> **What the exercise asks**
For this exercise, report every line of the material that includes "Avenida".

> **Records provided**
Segment Open
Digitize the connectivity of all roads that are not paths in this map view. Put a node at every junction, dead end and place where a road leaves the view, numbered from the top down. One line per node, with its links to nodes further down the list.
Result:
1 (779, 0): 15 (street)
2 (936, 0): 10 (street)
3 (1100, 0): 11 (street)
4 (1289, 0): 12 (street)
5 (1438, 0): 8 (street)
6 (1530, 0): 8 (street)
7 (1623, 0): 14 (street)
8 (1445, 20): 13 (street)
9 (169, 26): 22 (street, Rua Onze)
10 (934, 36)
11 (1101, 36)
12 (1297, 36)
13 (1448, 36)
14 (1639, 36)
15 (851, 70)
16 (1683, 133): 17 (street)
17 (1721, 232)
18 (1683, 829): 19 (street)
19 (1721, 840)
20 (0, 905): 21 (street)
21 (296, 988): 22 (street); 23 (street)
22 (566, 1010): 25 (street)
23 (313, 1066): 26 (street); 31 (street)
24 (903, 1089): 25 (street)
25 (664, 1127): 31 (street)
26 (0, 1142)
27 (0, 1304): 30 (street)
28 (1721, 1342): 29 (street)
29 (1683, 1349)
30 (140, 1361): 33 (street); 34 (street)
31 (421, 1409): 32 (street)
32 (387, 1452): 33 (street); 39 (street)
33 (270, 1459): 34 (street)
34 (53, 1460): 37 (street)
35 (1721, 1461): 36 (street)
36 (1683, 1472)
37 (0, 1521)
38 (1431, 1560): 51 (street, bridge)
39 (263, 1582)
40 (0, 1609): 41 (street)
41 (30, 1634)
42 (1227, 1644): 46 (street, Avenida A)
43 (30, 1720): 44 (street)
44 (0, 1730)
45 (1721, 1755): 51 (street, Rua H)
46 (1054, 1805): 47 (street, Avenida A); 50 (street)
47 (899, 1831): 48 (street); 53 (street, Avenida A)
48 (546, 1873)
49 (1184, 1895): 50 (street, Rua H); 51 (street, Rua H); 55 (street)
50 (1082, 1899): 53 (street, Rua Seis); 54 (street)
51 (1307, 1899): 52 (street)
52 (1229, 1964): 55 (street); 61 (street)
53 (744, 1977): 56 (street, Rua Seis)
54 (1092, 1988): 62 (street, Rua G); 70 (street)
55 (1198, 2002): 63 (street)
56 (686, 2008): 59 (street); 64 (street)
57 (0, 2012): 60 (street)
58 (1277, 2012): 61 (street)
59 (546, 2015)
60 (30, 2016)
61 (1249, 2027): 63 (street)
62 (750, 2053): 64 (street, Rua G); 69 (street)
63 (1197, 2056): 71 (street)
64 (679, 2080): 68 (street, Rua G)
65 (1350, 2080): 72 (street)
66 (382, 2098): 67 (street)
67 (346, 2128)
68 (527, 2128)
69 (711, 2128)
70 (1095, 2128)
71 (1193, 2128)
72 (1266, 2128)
Segment Closed
> **Response to the exercise**
42 (1227, 1644): 46 (street, Avenida A)
46 (1054, 1805): 47 (street, Avenida A); 50 (street)
47 (899, 1831): 48 (street); 53 (street, Avenida A)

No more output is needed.